Las figuras humanas, protagonistas de las diferentes escenas, están realizadas siguiendo una técnica que mezcla diversos materiales: el cuerpo y el inicio de las extremidades se forman a partir de un flexible armazón de alambre forrado de estopa que permite variar la posición de las figuras. A este núcleo se añaden piernas y brazos tallados en madera. Es, sin embargo, la cabeza, realizada en barro cocido, la que confiere carácter al personaje y necesita de una labor más delicada que suele encomendarse a importantes escultores. Éstos modelan también algunas figuras completas que reciben la denominación de "academias".

La búsqueda de verosimilitud condiciona la minuciosidad con la que son policromadas estas piezas, la incorporación de ojos de cristal y, sobre todo, el cuidado con el que se diseñan y realizan las vestimentas y los accesorios que definen el papel de cada figura en el conjunto.
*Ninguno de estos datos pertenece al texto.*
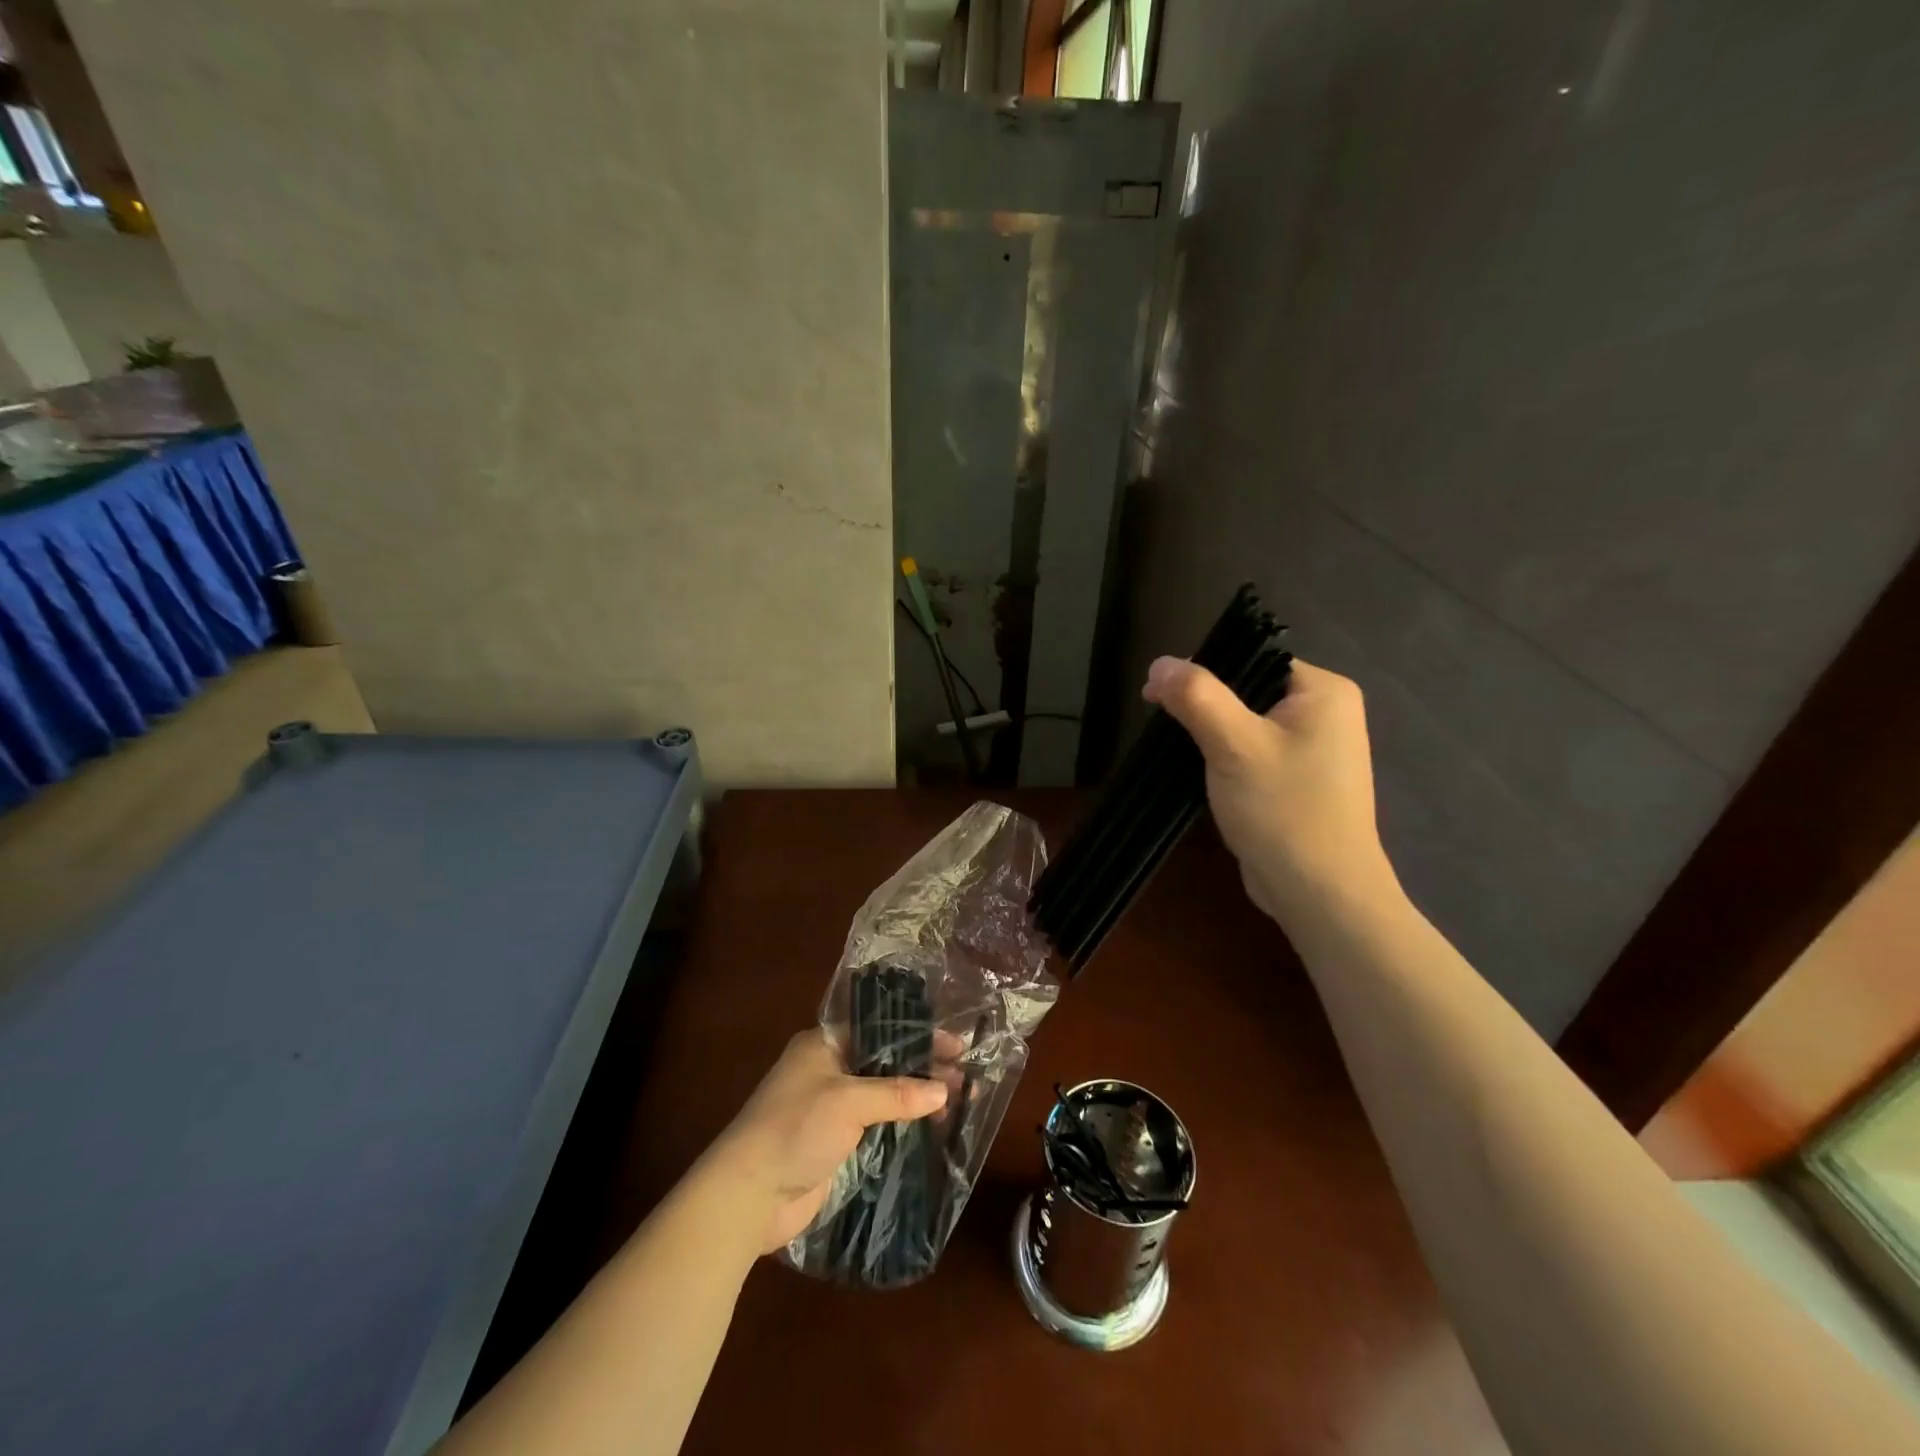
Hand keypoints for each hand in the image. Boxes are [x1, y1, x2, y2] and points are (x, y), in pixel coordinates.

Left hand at [700, 1030, 947, 1254]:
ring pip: (884, 1094)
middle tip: (964, 1075)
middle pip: (885, 1061)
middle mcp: (828, 1069)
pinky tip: (932, 1129)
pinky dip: (902, 1124)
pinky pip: (877, 1125)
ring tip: (958, 1101)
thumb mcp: (847, 1102)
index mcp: (824, 1044)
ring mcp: (832, 1108)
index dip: (917, 1034)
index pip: (880, 1028)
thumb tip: (944, 1091)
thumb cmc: (794, 1129)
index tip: (955, 1043)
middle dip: (922, 1067)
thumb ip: (897, 1093)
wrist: (748, 1196)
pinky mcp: (836, 1142)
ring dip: (916, 1097)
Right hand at [1143, 655, 1393, 922]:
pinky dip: (1223, 757)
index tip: (1160, 694)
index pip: (1253, 658)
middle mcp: (1325, 713)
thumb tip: (1159, 662)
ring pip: (1245, 723)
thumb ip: (1196, 697)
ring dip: (1209, 734)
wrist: (1319, 893)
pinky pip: (1251, 752)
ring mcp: (1313, 750)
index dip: (1204, 670)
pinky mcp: (1296, 780)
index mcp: (1323, 692)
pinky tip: (1198, 772)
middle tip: (1163, 723)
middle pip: (1247, 689)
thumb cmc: (1283, 810)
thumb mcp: (1234, 745)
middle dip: (1203, 706)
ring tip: (1176, 749)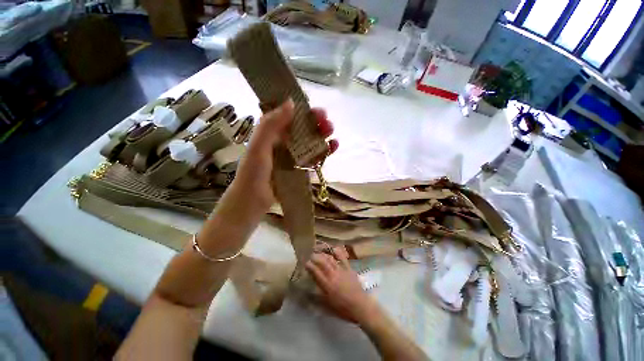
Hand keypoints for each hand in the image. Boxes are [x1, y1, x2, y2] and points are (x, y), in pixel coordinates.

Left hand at [231, 99, 337, 213]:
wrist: (253, 201)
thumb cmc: (253, 173)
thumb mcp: (258, 147)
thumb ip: (271, 125)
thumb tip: (291, 102)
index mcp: (272, 134)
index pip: (290, 117)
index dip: (304, 112)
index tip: (317, 111)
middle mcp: (283, 142)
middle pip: (303, 129)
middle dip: (317, 124)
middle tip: (327, 123)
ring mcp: (292, 156)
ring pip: (310, 142)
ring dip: (322, 137)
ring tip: (332, 135)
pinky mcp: (299, 168)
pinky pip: (313, 157)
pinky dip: (323, 152)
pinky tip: (332, 147)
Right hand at [305, 248, 375, 323]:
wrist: (360, 306)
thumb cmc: (343, 309)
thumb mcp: (327, 306)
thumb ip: (317, 298)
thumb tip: (308, 292)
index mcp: (326, 285)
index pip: (315, 272)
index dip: (309, 266)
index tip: (305, 263)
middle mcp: (332, 275)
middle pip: (322, 262)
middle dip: (315, 257)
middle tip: (310, 255)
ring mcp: (341, 270)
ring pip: (330, 259)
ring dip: (323, 255)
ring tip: (319, 253)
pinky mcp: (349, 269)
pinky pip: (342, 258)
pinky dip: (338, 253)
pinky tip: (334, 249)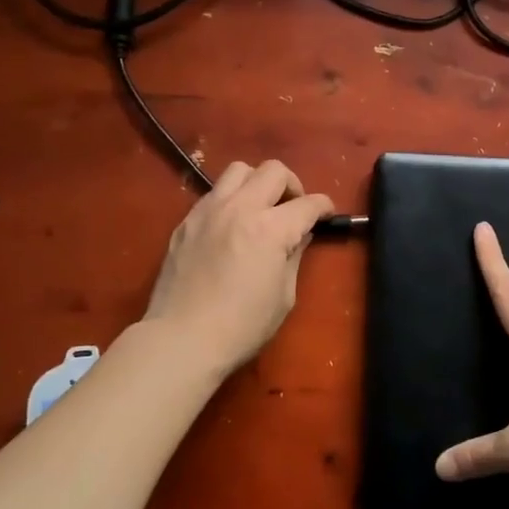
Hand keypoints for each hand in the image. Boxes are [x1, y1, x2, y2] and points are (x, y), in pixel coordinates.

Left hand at [144, 160, 333, 377]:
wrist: (181, 339)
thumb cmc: (241, 326)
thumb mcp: (283, 296)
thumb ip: (294, 256)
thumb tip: (299, 235)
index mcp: (270, 229)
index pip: (308, 204)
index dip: (324, 207)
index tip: (327, 215)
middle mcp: (240, 208)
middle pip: (273, 170)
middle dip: (293, 185)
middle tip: (293, 209)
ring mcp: (209, 210)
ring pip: (239, 169)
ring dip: (257, 182)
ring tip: (260, 208)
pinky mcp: (187, 220)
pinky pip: (214, 193)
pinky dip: (231, 199)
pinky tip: (232, 225)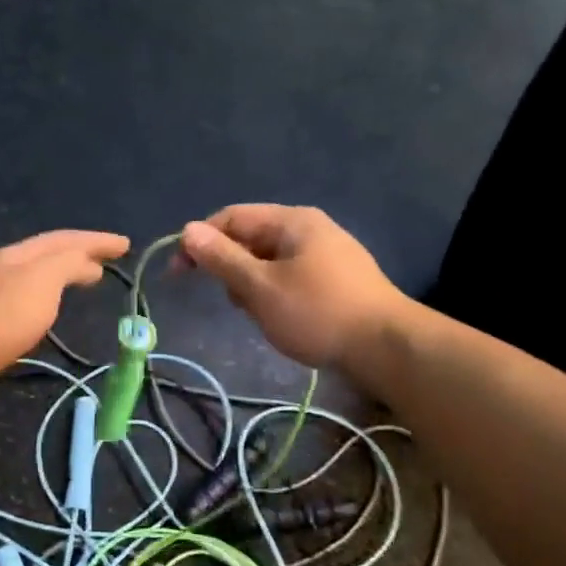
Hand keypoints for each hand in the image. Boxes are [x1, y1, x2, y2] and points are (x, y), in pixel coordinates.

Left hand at [0, 229, 129, 407]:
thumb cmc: (1, 315)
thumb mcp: (43, 280)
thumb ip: (68, 265)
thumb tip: (87, 262)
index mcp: (18, 255)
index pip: (64, 239)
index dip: (96, 240)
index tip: (126, 245)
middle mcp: (2, 270)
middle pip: (47, 256)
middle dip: (79, 255)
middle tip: (107, 262)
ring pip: (35, 280)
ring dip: (62, 277)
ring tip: (85, 283)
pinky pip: (24, 305)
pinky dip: (46, 302)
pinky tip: (48, 316)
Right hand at [180, 205, 402, 368]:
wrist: (386, 347)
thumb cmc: (317, 313)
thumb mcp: (260, 287)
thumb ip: (222, 258)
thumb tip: (187, 230)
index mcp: (292, 221)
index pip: (232, 217)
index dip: (200, 241)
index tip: (178, 274)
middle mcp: (310, 229)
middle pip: (251, 238)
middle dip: (231, 268)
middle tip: (234, 302)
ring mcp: (327, 254)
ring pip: (270, 261)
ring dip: (253, 285)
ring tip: (260, 315)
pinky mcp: (337, 280)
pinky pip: (290, 277)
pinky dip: (275, 293)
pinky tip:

Pastores, gentileshombres, rústicos, cíngaros, turcos, camelleros... se revisten de acuerdo con su condición social, ofreciendo un riquísimo muestrario de trajes populares o cortesanos de la época, adornados con pasamanería, botonaduras, hebillas, puntillas... Las figuras femeninas completan su indumentaria con un gracioso repertorio de joyas en miniatura.

Junto con los distintos personajes, los animales (bueyes, ovejas, cabras, asnos, caballos, elefantes, galgos, camellos, etc.) son protagonistas indispensables de este universo belenístico y su realización lleva emparejado un cuidado proceso basado en la copia directa del natural, muchas veces en manos de artistas especializados.

La puesta en escena final necesita un número importante de accesorios: instrumentos musicales, armamento, cofres y bandejas, frutas y hortalizas, pescados, vísceras de animales, vajilla y cristalería, etc... realizados en barro, cera, plata, ébano, marfil, hueso, cristal. El alto grado de minuciosidad con el que están realizados estos objetos los convierte en pequeñas obras de arte y elementos indispensables para lograr la riqueza y suntuosidad del conjunto.